La race d’où il sortait est une des moins religieuses de la France, quoiqu’une des plus attachées aux pratiques extérieures et traditionnelles du culte. L’influence du sol, du climat, est ici nettement visible ; les Danois demeurés dans leur pays ont incliné, avec les siècles, vers une religiosité sombre, toute repliée dans l’obscurité de la conscience ; ils portent leur foi en leur cœur comme le paysan portait un serpent dans son giron. Devenue normande, cette race naïve s’est épanouie au scepticisme avec une prudente lenteur. D’une incrédulité intime, elle manifeste une foi publique, presque uniquement sociale. Elle tient peu au prône, mais beaucoup à la messe, qui est une fête ; elle aime ses églises et se désintéresse des curés. Ayant construit quelques-unes des plus belles abbayes et cathédrales de France, elle oublia de les pourvoir de moines et de chanoines, de rentes et de terres. Bien avant la Révolution, les abbayes étaient désertes. À la mise en vente des biens du clergé, encore plus que les paysans désintéressés dans la religion, la noblesse acheta, sans hésitation, sans trouble : les chefs de la race donnaient l’exemple du scepticisme.

Très peu religieux, le Normand (on entend la Basse-Normandie, la région qui forma Barbey d’Aurevilly) ne supporte l’autorité que lointaine, invisible ; il est profondément individualiste, d’un patriotisme fort modéré. Aimant la terre, il s’en détache pourtant facilement, car un autre goût le porte aux aventures. Il allait volontiers guerroyer au loin ; à cette heure il y va faire du commerce. D’une assez grande curiosité d’esprit, il goûte l’instruction et toutes les activités intellectuelles ou qui gravitent autour de l’exercice de l’intelligence. La région d’entre Valognes et Granville, qui fournit quelques-uns des plus hardis imprimeurs des XVe et XVIe siècles, s’est fait du commerce des livres un véritable monopole ; parmi les écrivains, la proportion des Normands est toujours énorme.

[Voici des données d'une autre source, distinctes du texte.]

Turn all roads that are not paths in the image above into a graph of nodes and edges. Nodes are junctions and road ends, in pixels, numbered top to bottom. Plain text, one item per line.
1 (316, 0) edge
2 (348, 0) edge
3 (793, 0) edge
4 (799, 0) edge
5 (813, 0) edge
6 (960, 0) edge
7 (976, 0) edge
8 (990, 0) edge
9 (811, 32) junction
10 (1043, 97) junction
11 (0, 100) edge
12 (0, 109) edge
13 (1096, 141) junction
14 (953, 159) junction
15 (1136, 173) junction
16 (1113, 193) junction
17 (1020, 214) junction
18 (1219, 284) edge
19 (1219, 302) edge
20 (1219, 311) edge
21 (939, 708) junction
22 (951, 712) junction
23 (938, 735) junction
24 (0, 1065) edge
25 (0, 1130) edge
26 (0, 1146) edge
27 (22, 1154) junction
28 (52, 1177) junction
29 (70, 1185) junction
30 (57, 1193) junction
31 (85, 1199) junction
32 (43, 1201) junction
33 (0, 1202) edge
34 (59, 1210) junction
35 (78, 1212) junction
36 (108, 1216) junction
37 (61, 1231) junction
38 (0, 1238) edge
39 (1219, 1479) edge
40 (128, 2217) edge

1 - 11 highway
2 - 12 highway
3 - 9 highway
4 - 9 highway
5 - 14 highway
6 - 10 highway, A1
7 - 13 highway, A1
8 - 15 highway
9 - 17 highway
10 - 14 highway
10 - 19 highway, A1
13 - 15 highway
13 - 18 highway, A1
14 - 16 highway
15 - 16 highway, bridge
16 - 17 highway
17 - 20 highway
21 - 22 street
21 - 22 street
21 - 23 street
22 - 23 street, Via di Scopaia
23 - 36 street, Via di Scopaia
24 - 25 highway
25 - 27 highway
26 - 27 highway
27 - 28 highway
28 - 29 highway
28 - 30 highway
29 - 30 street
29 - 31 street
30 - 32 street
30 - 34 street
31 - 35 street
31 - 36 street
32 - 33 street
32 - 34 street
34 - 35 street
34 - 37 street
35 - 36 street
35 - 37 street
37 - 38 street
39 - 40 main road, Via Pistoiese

Ces caractères généraux se retrouvent assez précis en Barbey d’Aurevilly. Comme le Normand moyen, il est dénué de religiosité profonde, mais attaché à certaines formes et traditions religieuses ; il est individualiste jusqu’au scandale, ne supporte de l’autorité que l’idée qu’il s’en fait ; d’abord plein de tendresse pour sa terre natale, il la quitte sans regret, pour revenir plus tard l’aimer encore ; né dans un milieu où la culture est toute de tradition, il sent le besoin de notions plus nouvelles et part à leur conquête, avec l’imprévoyance d’un chevalier d’aventure. Comme il est armé très sommairement et que son caractère est des moins souples, la lutte sera longue. Il lui faudra cinquante ans pour toucher d’une main tremblante une gloire incertaine.

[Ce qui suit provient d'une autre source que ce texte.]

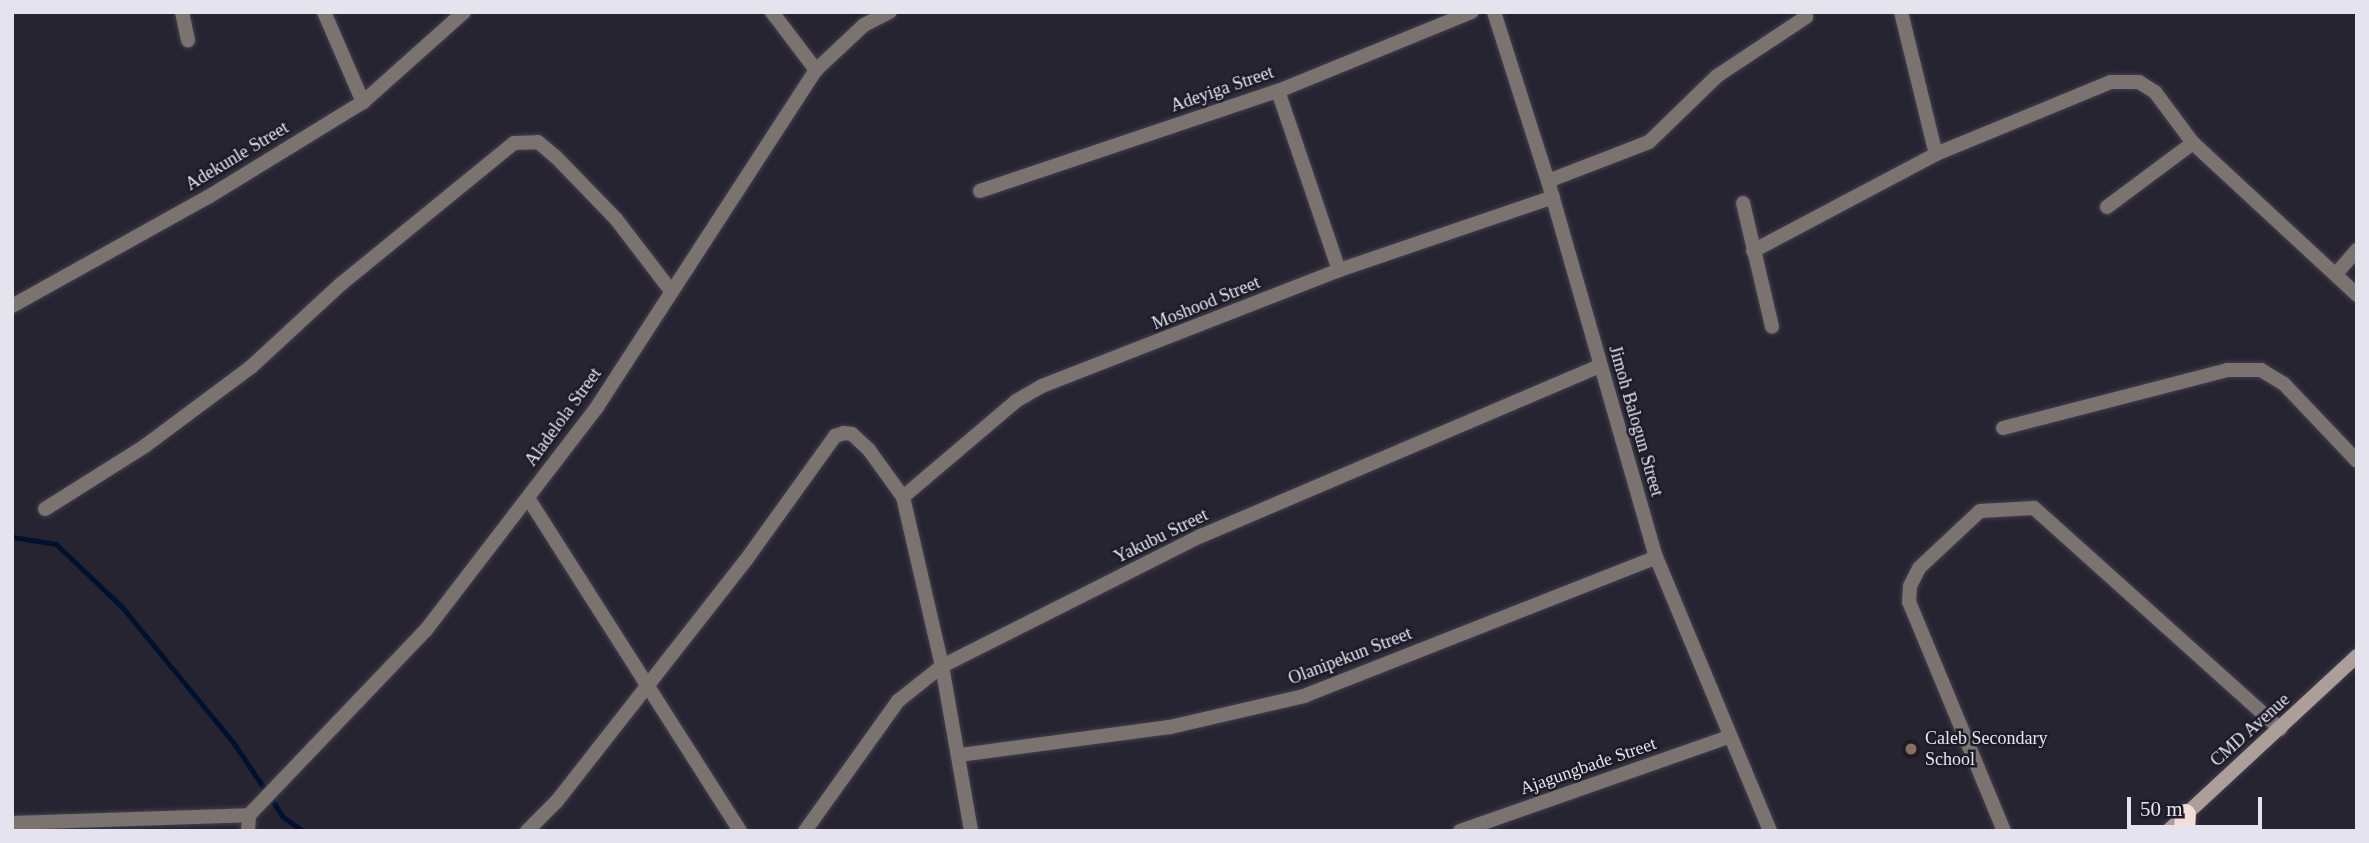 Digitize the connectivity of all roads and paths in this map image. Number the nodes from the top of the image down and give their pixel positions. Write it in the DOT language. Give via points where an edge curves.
graph roads {
  1 [pos="182,12"];
  2 [pos="324,12"];
  3 [pos="464,12"];
  4 [pos="772,12"];
  5 [pos="890,12"];
  6 [pos="1472,12"];
  7 [pos="1494,12"];
  8 [pos="1901,12"];
  9 [pos="1805,17"];
  10 [pos="188,40"];
  11 [pos="817,70"];
  12 [pos="1278,90"];
  13 [pos="363,102"];
  14 [pos="2193,143"];
  15 [pos="1936,154"];
  16 [pos="1548,181"];
  17 [pos="980,191"];
  18 [pos="1553,197"];
  19 [pos="1743,203"];
  20 [pos="2106,207"];
  21 [pos="2357,250"];
  22 [pos="1754,251"];
  23 [pos="1339,270"];
  24 [pos="2336,274"];
  25 [pos="671,291"];
  26 [pos="2357,295"];
  27 [pos="12,306"];
  28 [pos="1772,327"];
  29 [pos="1600,366"];
  30 [pos="2003,428"];
  31 [pos="2357,461"];
  32 [pos="903,497"];
  33 [pos="528,498"];
  34 [pos="45,509"];
  35 [pos="1656,557"];
  36 [pos="2357,656"];
  37 [pos="942,666"];
  38 [pos="649,683"];
  39 [pos="2280,729"];
  40 [pos="1729,737"];
  41 [pos="960,755"];
  42 [pos="252,813"];
  43 [pos="2185,822"];
  44 [pos="12,823"];
  45 [pos="248,831"];
  46 [pos="527,831"];
  47 [pos="740,831"];
  48 [pos="805,831"];
  49 [pos="971,831"];
  50 [pos="1460,831"];
  51 [pos="1770,831"];
  52 [pos="2004,831"];
  53 [pos="2168,831"];
  1 -- 10 [label="street"];
  2 -- 13 [label="street"];
  3 -- 13 [label="street, Adekunle Street"];
  4 -- 11 [label="street"];
  5 -- 11 [label="street, Aladelola Street" via="864,25"];
  6 -- 12 [label="street, Adeyiga Street"];
  7 -- 16 [label="street, Jimoh Balogun Street"];
  8 -- 15 [label="street"];
  9 -- 16 [label="street" via="1717,76 1648,142"];
  11 -- 25 [label="street, Aladelola Street"];
  12 -- 17 [label="street, Adeyiga Street"];
  12 -- 23 [label="street"];
  13 -- 27 [label="street, Adekunle Street" via="208,197"];
  14 -- 15 [label="street" via="2155,92 2139,82 2111,82"];
  14 -- 20 [label="street"];
  14 -- 24 [label="street"];
  15 -- 22 [label="street"];
  16 -- 18 [label="street, Jimoh Balogun Street"];
  18 -- 23 [label="street, Moshood Street"];
  18 -- 29 [label="street, Jimoh Balogun Street"];
  19 -- 22 [label="street"];
  21 -- 24 [label="street"];
  22 -- 28 [label="street"];
  23 -- 32 [label="street, Moshood Street" via="1042,386 1016,401"];
  24 -- 26 [label="street"];
  25 -- 33 [label="street, Aladelola Street" via="597,407"];
  25 -- 34 [label="street" via="615,219 556,157 538,142 514,143 341,284 251,367 145,446"];
  29 -- 35 [label="street, Jimoh Balogun Street"];
  29 -- 37 [label="street, Yakubu Street" via="1200,536"];
  30 -- 31 [label="street" via="2227,370 2261,370 2284,384"];
  32 -- 37 [label="street"];
  32 -- 38 [label="street" via="852,434 835,436"];
  33 -- 38 [label="street"];
  33 -- 42 [label="street, Aladelola Street" via="426,630"];
  35 -- 40 [label="street, Jimoh Balogun Street"];
  35 -- 41 [label="street, Olanipekun Street" via="1304,696 1170,727"];
  36 -- 39 [label="street, CMD Avenue"];
  37 -- 41 [label="street"];
  37 -- 48 [label="street, Yakubu Street" via="898,701"];
  38 -- 46 [label="street"];
  38 -- 47 [label="street"];
  39 -- 43 [label="street, CMD Avenue"];
  39 -- 52 [label="street" via="2035,508 1980,511 1920,568 1910,586 1909,602"];
  40 -- 50 [label="street, Ajagungbade Street"];
  40 -- 51 [label="street, Jimoh Balogun Street"];
  41 -- 49 [label="street"];
  42 -- 44 [label="street"];
  42 -- 45 [label="street"];
  43 -- 53 [label="street, CMD Avenue"];
}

Barbey d’Aurevilly naquit en 1808 à Saint-Sauveur-le-Vicomte, non loin de Valognes, d’une de ces familles bourgeoises où l’ancien régime recrutait infatigablement son aristocratie. Le roi conférait la noblesse comme aujourd’hui la croix, mais avec plus de sobriété et à meilleur escient ; on décorait la famille en même temps que l’homme, on intéressait à la grandeur de l’État un groupe dont chaque année augmenterait l’importance. Des charges vénales assuraient la noblesse ; on pouvait aussi l’acheter, et c’est cela encore qui rattache le plus étroitement les mœurs d’aujourd’hui à celles d’avant-hier. La noblesse de Barbey d’Aurevilly date exactement de l’année 1765 ; il en est de plus récentes. Sa grand-mère fut une La Blaierie, sa mère une Ango (les Ango s’étaient déjà alliés avec les Barbey), elle-même petite-fille, très probablement, de Louis XV. Voilà donc une ascendance heureusement variée : de solides paysans et des aristocrates du Cotentin, les armateurs dieppois, les Bourbons. En faut-il tant pour faire un Barbey d’Aurevilly ? Peut-être. Les races pures donnent des produits plus unis.

Ernestine Ango n’aimait que son mari, ne voyait que lui. Théophile Barbey, sombre, muet, vit forclos dans sa religion royaliste. L’enfant n’est choyé que par sa grand-mère La Blaierie ; elle a connu le chevalier des Touches et lui en conte les aventures. L’autre influence qu’il subit est celle de son cousin Édelestand du Méril, qui a sept ans de plus que lui. C’est de ce futur maître de l’érudition médiévale qu’il reçoit l’initiation littéraire : elle est romantique, tempérée par Corneille et par Racine que lui fait aimer son précepteur, M. Groult. Il a quinze ans, il envoie des vers à Casimir Delavigne, qui lui répond[51]. Ensuite on le dépêche à Stanislas, où « il perd la foi » et, excellente compensation, gagne l’amitié de son condisciple, Maurice de Guérin, alors très loin du christianisme, et qui n’y retourna peut-être jamais que dans les illusions de sa sœur[52].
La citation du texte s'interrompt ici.